Она увела нас в келью, чисто прибранную, и подала Серафиме пачку аккуратно сложенных бумаг. Это были задушевные записки агентов продкома, командируемых в уезд. Там излагались просьбы «приютить бездомного человека» или «дать ночлег в гостеприимных кельях трудовой артели». Попалась нам также тетрадка, в которой отмечалась каждая услуга, оказанная игуменьей командируемым, скрепленная их подписями с развязными изъявлениями благодарности. А лица тут были всякие: кооператоры, работники земотделов, лесничии… «Все — комиссары», — так выразилась игуменья (тогда всех советских работников без разбора называли «комиссарами»). В народе ходил слух, что подобного рода «комиссары» не переводились у монашек, и мы поверили теперь этому.
— Это — ваше интимное и частное дело, и нас оно не касается, — сказала Серафима, подавая бумаги.
На лице игуменьи выступила краска стыда.
— Скажите на милость, может быть, вас вот это касается? — ответила Лизавета ей в тон, подавая бумажку с печатью губтекстиля.
Она вынула ее из-за иконки. Это был ответ учреждения на запрос о разрешении организовать трудовую артель. «Организовать» таковую, видите ли, благосклонно «разрешалось».
Серафима скомкала эту бумажку и выбросила в окошко.
— Вы поплатитесь за это явно антисоветское деяние, голубушка! — вскричала игуменья. — На бумаге советский герб обозначен и подписи, да, собственноручные подписи высокопоставленных особ.
— Знаем мы этих высокопоставленных лиц, — ответила Серафима. — Они бумажки пишут, приказы строчат, а кому строчат, того не знают, на места не ездят и последствиями своих «разрешений» тоже не интересуются… Знаем мы этих лиц.
В куче книг и бумаг, сваленных в чулане, мы нашли альбомы архиерейских портретов с трогательными надписями. Мы бросили альбомы игуменье на руки, и в это время на пол вывалился журнал с фотографиями революционеров. То были деятели дореволюционной России с обозначениями фамилий, имен и рода деятельности. На самых последних страницах разместились портреты Якова Свердлова и Семашко. Надо думать, что монастырь до революции был отделением сыска.
По-видимому, и сама хозяйка не ожидала, чтобы подобные альбомы могли у нее сохраниться, потому что она вдруг утеряла спокойствие, страшно побледнела и забормотала растерянно, пряча от нас альбомы за спину:
— Это кто-нибудь из проезжих оставил. Это сохранить придется. Это — важная вещь…
— Очень странно, чтобы альбомы, изготовленные в синодальных типографиях, оставлялись проезжими, — сказала Серафима. — Сударыня, покажите нам ваши более укромные места.

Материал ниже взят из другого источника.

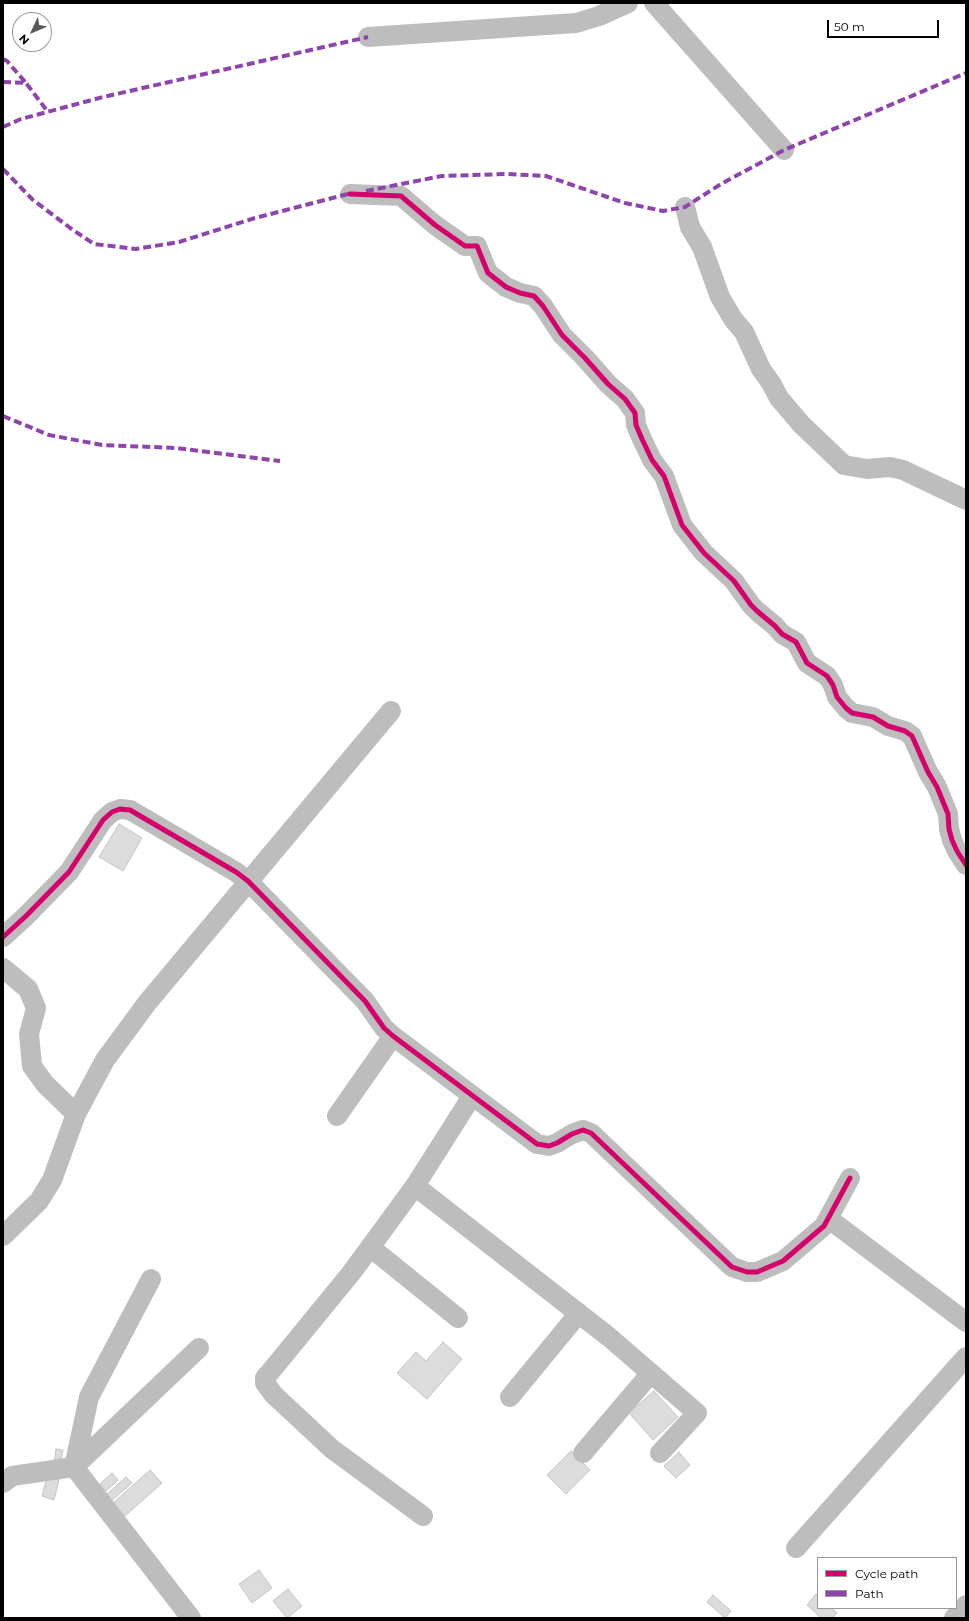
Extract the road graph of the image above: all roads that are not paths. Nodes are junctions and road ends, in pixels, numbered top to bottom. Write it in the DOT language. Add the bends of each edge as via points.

В сундуке скопился ворох писем, любовно перевязанных ленточками. От них пахло нафталином и тонкими духами. Одно из них, помнится, начиналось так: «После ночи, проведенной с тобою в «Италии»…»
— Мы к этому не питаем интереса, — сказала Серафима и поморщилась.
Потом она приказала захлопнуть сундук с письмами и оставить его хозяйке.
Под монастырской церковной сторожкой оказался склад ржи. В алтаре под аналоем лежал сундук с офицерским обмундированием, столовое серебро, хрусталь, персидские ковры… В церковном притворе хранилось несколько сундуков кулацкого имущества, штуки красного товара, крестьянский холст — приношения сердобольных старух. Всего этого на ясли хватило вполне.
Потом мы ходили по избам и переписывали ребятишек, которые не давали матерям работать в поле.